Content starts

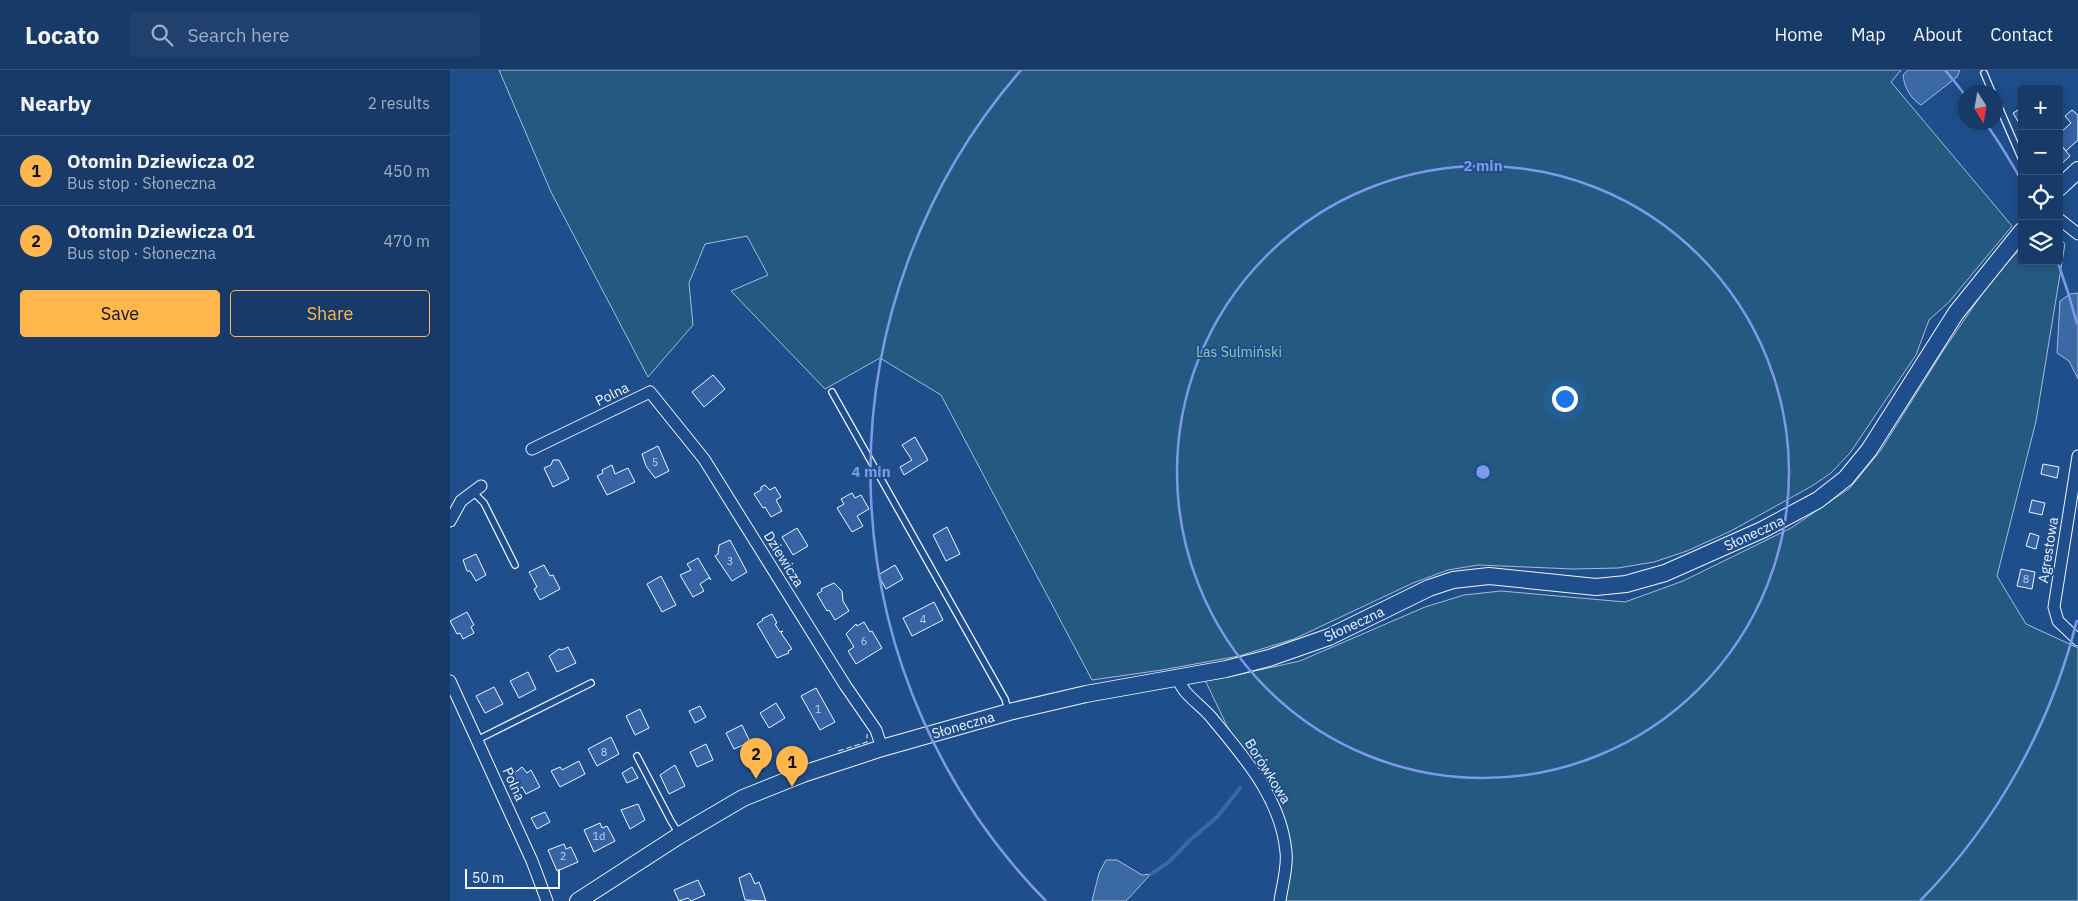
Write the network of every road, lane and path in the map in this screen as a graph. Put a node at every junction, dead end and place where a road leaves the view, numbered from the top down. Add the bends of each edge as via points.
1 (1984, 73) dead end
2 (1989, 85) edge
3 (2003, 116) edge
4 (2018, 151) edge
5 (2078, 170) edge
6 (2063, 184) edge
7 (2060, 220) edge
8 (2078, 234) edge
9 (2018, 235) edge
10 (650, 392) joint
11 (832, 392) dead end
12 (532, 448) dead end
13 (2078, 456) edge
14 (477, 489) joint
15 (450, 521) edge
16 (515, 566) dead end
17 (2078, 640) edge
18 (1177, 677) junction
19 (450, 681) edge
20 (592, 683) dead end
21 (1009, 712) junction
22 (477, 740) junction
23 (882, 748) junction
24 (637, 756) dead end
25 (680, 835) junction
26 (547, 901) edge
27 (578, 901) edge
28 (1280, 901) edge

1 - 2 lane
3 - 4 lane
5 - 6 street
7 - 8 street
9 - 18 street, Słoneczna via 1956,313 1869,450 1852,471 1818,500 1786,518 1672,571 1626,584 1596,586 1489,576 1453,580 1329,637 1269,658
10 - 12 street, Polna
10 - 23 street, Dziewicza via 704,459 876,730
11 - 21 lane via 1005,699
13 - 17 street, Agrestowa via 2054,607 2058,621
14 - 15 street via 461,501
14 - 16 lane
18 - 21 street, Słoneczna
18 - 28 street, Borówkowa via 1182,690 1203,708 1247,760 1281,821 1286,854
19 - 22 street, Polna
20 - 22 lane
21 - 23 street, Słoneczna
22 - 26 street, Polna
23 - 25 street, Słoneczna via 768,788 723,809
24 - 25 lane
25 - 27 street, Słoneczna

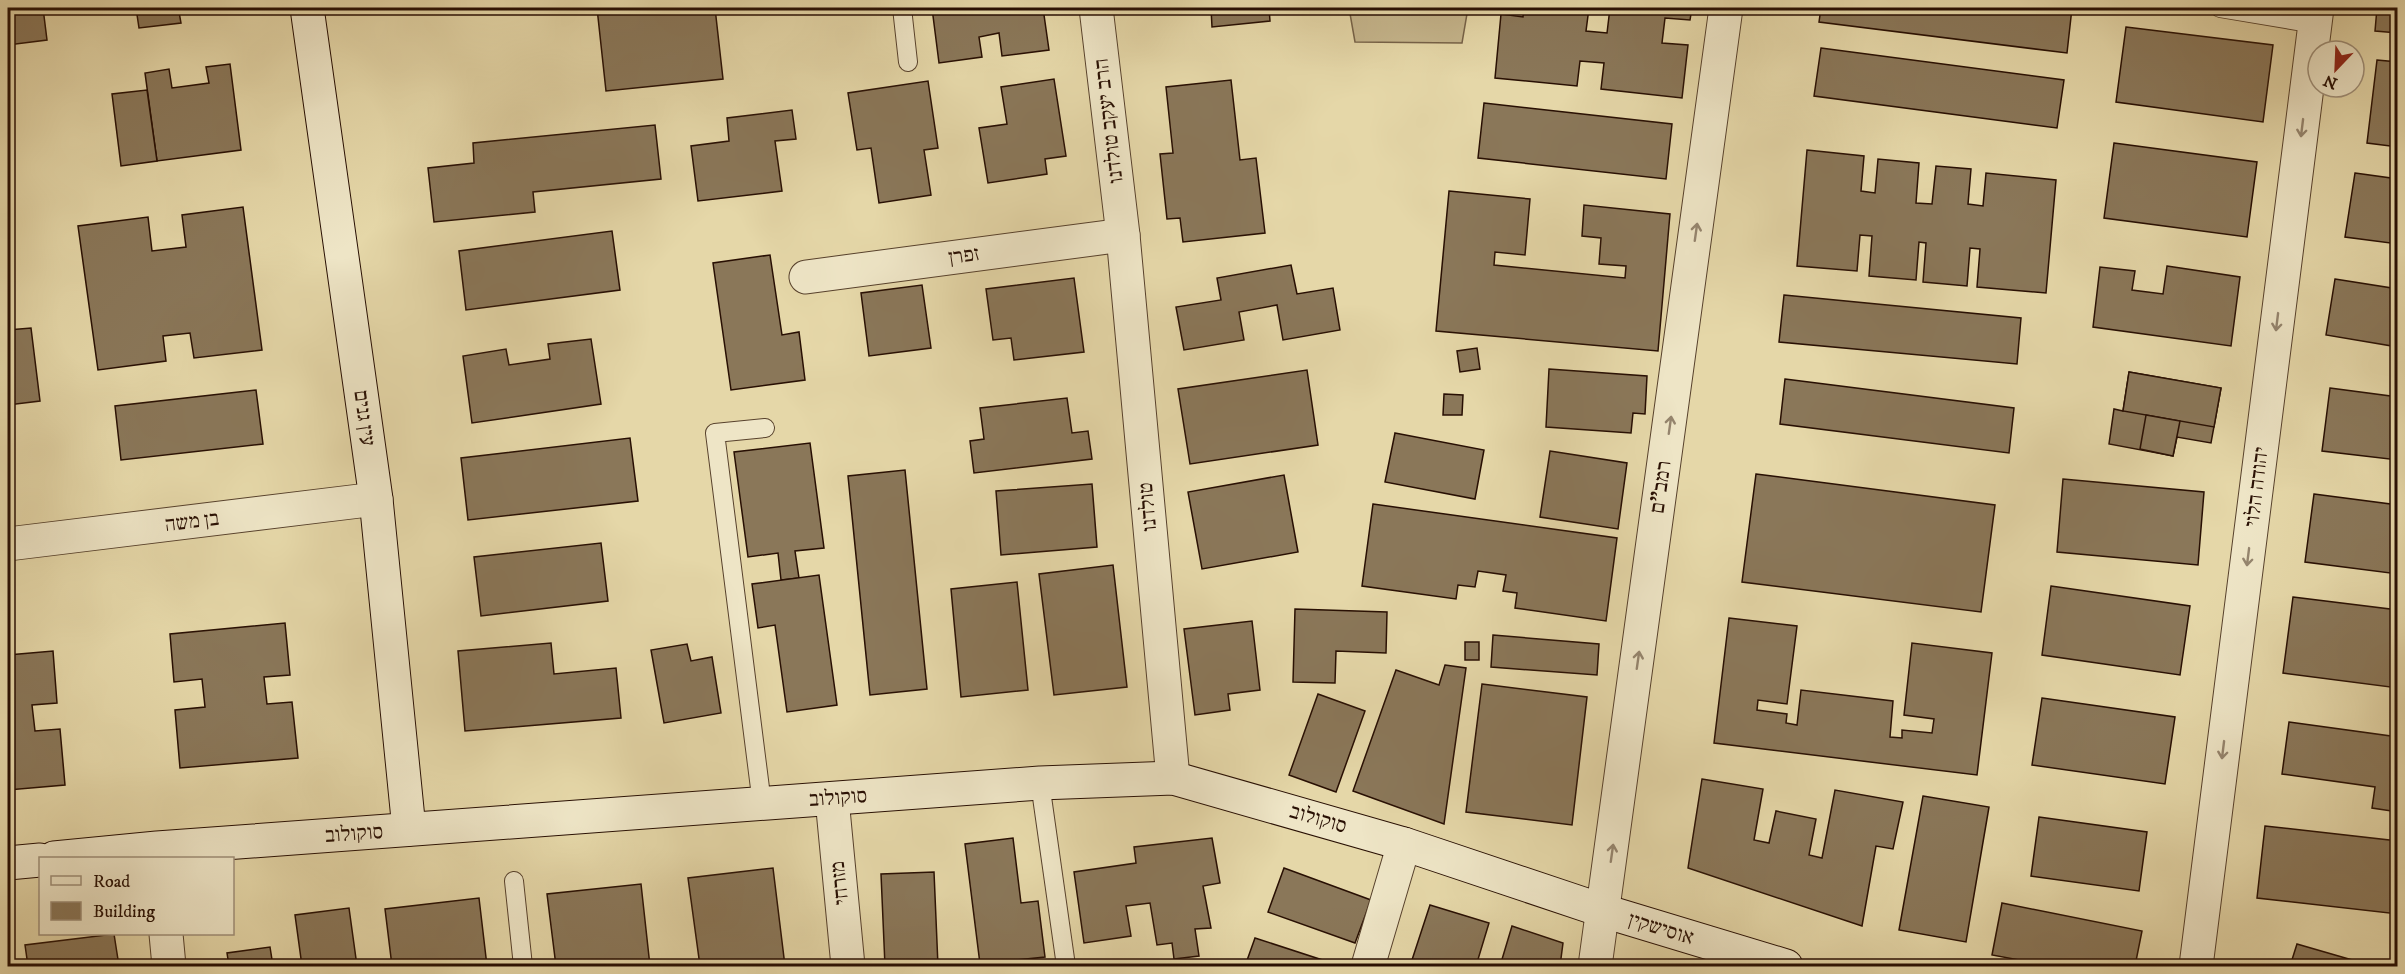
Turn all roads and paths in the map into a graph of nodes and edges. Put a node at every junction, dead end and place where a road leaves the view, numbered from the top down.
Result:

Content ends

Nothing but the lines from the one containing "Turn all roads" through the last line of the data above should be set down, word for word.

Turn all roads and paths in the map into a graph of nodes and edges. Put a node at every junction, dead end and place where a road leaves the view, numbered from the top down.
Result:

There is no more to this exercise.